[Collected data]

────

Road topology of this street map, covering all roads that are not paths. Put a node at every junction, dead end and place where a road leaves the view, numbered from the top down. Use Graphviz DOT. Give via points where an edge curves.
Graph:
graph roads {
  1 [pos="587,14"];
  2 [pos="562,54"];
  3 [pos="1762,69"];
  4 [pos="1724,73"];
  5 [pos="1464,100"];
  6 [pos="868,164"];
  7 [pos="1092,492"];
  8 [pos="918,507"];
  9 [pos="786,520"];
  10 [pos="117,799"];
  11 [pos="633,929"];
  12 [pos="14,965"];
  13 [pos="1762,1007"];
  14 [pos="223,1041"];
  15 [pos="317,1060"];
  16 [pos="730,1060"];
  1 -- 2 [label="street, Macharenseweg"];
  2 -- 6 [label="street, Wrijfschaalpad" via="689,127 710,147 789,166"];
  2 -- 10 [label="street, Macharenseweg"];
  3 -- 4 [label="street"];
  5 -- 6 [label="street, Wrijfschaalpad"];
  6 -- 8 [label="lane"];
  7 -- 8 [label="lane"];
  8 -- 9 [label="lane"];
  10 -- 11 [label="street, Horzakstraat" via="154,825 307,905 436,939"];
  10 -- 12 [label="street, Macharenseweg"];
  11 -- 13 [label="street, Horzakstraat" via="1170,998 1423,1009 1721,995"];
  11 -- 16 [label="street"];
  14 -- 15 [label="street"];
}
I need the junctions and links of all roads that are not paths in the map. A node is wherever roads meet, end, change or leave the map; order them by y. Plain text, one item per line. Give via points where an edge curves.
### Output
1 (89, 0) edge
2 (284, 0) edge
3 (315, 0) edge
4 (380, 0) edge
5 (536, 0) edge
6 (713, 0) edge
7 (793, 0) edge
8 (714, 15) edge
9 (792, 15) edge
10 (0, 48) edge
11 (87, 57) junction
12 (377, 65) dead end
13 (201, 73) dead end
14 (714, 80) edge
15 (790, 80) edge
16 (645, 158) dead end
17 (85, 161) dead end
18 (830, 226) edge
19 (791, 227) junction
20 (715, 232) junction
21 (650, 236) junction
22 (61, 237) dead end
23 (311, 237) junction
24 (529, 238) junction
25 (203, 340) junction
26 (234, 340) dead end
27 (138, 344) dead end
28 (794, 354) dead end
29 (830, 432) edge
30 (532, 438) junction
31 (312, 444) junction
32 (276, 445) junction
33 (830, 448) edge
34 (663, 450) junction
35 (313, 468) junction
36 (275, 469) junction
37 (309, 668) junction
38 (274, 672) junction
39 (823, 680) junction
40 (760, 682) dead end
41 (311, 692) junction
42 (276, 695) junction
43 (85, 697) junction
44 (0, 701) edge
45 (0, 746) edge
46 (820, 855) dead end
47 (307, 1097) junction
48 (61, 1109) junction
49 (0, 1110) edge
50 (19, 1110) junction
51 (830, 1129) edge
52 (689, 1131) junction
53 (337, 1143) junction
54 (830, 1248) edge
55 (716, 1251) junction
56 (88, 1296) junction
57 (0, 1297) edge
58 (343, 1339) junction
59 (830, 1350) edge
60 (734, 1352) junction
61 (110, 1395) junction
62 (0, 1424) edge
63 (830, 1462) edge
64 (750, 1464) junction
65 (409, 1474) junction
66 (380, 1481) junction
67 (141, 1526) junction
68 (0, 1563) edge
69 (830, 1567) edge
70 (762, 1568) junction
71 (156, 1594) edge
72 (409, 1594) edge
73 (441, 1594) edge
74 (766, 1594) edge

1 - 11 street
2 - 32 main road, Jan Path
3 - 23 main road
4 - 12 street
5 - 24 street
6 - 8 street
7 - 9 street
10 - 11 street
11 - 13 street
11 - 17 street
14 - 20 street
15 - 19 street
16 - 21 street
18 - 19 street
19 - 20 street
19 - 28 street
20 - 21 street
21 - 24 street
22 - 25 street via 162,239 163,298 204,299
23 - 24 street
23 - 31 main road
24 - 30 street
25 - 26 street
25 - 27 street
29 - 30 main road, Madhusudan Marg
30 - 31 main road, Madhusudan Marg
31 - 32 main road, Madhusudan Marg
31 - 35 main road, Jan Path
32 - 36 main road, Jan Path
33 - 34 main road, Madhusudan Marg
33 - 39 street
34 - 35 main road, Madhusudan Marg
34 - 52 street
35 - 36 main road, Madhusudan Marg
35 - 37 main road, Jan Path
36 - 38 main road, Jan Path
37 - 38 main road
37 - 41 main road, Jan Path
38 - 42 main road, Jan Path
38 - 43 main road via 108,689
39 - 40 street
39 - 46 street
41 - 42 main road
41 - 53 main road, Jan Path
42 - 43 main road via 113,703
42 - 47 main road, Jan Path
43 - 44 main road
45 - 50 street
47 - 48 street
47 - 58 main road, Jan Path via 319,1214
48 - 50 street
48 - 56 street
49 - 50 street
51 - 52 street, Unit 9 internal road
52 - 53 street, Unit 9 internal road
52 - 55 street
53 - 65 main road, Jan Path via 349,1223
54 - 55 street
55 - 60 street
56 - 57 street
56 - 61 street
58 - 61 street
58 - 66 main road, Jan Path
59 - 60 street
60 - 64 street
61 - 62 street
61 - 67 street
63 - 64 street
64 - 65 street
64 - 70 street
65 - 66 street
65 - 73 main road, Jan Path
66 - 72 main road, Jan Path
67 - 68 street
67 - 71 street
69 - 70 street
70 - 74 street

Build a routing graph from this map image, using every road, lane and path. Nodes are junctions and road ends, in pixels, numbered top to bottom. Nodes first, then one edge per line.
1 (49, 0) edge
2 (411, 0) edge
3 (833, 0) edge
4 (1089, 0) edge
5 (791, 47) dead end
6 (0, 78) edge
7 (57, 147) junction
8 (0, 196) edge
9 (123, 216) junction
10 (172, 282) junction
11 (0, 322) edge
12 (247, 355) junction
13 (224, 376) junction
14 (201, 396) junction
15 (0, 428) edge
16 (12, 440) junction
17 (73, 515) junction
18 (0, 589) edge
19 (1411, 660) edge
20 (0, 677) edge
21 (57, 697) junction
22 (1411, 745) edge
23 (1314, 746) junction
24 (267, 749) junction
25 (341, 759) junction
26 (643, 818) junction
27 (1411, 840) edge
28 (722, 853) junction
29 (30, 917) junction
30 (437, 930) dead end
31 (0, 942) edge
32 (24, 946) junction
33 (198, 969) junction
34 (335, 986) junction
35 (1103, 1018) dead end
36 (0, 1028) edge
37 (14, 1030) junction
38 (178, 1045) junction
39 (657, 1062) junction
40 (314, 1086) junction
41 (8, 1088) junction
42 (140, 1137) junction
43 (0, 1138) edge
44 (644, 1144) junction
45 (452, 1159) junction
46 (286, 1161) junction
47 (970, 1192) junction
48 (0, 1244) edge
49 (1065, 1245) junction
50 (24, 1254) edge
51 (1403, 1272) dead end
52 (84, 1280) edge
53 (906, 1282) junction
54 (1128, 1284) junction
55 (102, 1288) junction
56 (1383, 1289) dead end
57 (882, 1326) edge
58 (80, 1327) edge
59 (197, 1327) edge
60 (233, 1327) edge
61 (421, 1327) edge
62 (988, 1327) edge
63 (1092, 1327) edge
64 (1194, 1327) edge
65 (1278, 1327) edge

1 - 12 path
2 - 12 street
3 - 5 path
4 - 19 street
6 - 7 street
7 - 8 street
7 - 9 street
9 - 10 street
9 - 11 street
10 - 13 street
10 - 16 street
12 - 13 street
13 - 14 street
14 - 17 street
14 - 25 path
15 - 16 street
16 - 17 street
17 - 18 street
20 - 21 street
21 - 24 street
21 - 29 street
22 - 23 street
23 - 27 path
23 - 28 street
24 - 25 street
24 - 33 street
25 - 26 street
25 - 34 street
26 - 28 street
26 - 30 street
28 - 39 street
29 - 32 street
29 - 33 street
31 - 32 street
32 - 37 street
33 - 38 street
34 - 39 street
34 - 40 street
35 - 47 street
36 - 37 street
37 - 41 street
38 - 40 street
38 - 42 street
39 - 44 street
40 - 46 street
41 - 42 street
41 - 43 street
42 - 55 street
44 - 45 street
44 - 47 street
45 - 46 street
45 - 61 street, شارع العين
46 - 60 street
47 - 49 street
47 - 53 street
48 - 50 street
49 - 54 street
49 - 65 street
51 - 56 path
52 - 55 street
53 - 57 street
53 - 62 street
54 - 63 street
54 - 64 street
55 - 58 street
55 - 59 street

────

Problem to solve: Search the entries for the word "Marg", then copy every line in which it is found.

Output of the exercise:
29 - 30 main road, Madhusudan Marg
30 - 31 main road, Madhusudan Marg
31 - 32 main road, Madhusudan Marg
33 - 34 main road, Madhusudan Marg
34 - 35 main road, Madhusudan Marg
35 - 36 main road, Madhusudan Marg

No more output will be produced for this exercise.